Lo que no parecía más que una simple onda tropical en pocos días se transformó en un huracán con vientos de hasta 185 kilómetros por hora, catalogándose en la categoría 5, que impactó a la Región Autónoma del Atlántico Norte, RAAN, el 4 de septiembre del 2007, una de las zonas olvidadas por los diferentes gobiernos centrales y de las más pobres del país, con grandes problemas para la obtención de agua segura para el consumo humano y con el flagelo de enfermedades como el dengue.

En apenas cinco horas, según datos oficiales, el fenómeno meteorológico echó abajo los esfuerzos de las comunidades de la zona: al menos 30 mil familias fueron afectadas, desaparecieron 133 personas, se contabilizaron 112 muertes, quedando 10 mil 145 viviendas destruidas y 10 mil 149 casas semidestruidas. Pero eso no fue todo, las inundaciones contaminaron 9 mil 94 pozos, y destruyó 123 mil 757 manzanas de siembras, terminando con el 96 por ciento de pérdidas en los cultivos agrícolas de la zona.

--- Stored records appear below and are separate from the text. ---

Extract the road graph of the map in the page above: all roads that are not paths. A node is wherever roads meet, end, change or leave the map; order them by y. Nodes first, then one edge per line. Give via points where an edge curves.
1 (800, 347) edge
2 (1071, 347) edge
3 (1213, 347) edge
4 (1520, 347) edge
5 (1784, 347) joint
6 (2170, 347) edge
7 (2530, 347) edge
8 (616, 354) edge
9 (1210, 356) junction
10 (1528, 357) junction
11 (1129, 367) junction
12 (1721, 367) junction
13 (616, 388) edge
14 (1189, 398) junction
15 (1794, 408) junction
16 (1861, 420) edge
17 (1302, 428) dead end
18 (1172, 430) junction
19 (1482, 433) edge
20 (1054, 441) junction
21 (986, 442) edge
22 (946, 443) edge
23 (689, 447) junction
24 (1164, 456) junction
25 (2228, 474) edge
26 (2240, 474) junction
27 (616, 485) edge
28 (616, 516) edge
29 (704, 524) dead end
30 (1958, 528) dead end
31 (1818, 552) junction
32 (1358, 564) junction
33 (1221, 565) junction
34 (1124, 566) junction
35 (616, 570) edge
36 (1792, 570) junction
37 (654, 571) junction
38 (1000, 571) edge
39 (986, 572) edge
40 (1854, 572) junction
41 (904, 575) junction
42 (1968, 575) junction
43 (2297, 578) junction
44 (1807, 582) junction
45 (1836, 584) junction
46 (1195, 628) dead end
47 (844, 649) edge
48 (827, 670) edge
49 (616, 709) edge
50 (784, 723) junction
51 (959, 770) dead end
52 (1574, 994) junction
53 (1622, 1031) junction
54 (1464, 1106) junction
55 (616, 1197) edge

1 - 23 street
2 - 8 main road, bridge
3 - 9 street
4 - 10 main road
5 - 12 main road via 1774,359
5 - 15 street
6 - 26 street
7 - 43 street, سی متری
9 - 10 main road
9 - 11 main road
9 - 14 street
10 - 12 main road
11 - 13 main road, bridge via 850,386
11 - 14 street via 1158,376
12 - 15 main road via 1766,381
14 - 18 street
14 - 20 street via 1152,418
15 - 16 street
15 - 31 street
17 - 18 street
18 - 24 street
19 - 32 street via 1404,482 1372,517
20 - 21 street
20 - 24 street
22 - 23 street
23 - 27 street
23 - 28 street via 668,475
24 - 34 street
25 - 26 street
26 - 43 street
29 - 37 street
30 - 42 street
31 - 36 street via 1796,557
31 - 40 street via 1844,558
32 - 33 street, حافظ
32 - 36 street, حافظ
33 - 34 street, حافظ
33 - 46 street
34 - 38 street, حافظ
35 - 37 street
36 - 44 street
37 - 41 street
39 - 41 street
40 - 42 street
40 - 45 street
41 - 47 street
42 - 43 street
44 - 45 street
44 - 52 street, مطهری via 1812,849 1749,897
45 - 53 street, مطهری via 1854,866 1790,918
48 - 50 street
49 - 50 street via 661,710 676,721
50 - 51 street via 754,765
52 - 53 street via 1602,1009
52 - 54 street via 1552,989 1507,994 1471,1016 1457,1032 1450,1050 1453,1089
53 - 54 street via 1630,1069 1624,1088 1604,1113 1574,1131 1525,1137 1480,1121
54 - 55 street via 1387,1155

Después del huracán “Félix” la ayuda internacional no se dejó esperar y comenzó responder con la mitigación inmediata de elementos básicos como alimentos, frazadas, colchones y plástico, entre otras cosas.

Con visión de desarrollo social

Posterior a la ayuda inmediata, la Organización de Naciones Unidas, en conjunto con organizaciones internacionales como la Unión Europea, que no duda en destinar fondos para sólidas iniciativas sociales, han planificado proyectos que más allá de la mitigación están encaminados con una visión al desarrollo social.

Carlos Tomasi, PNUD, mencionó que uno de los grandes logros del programa de ayuda fue la representación de instituciones gubernamentales nacionales, la sociedad civil, Unión Europea y Naciones Unidas.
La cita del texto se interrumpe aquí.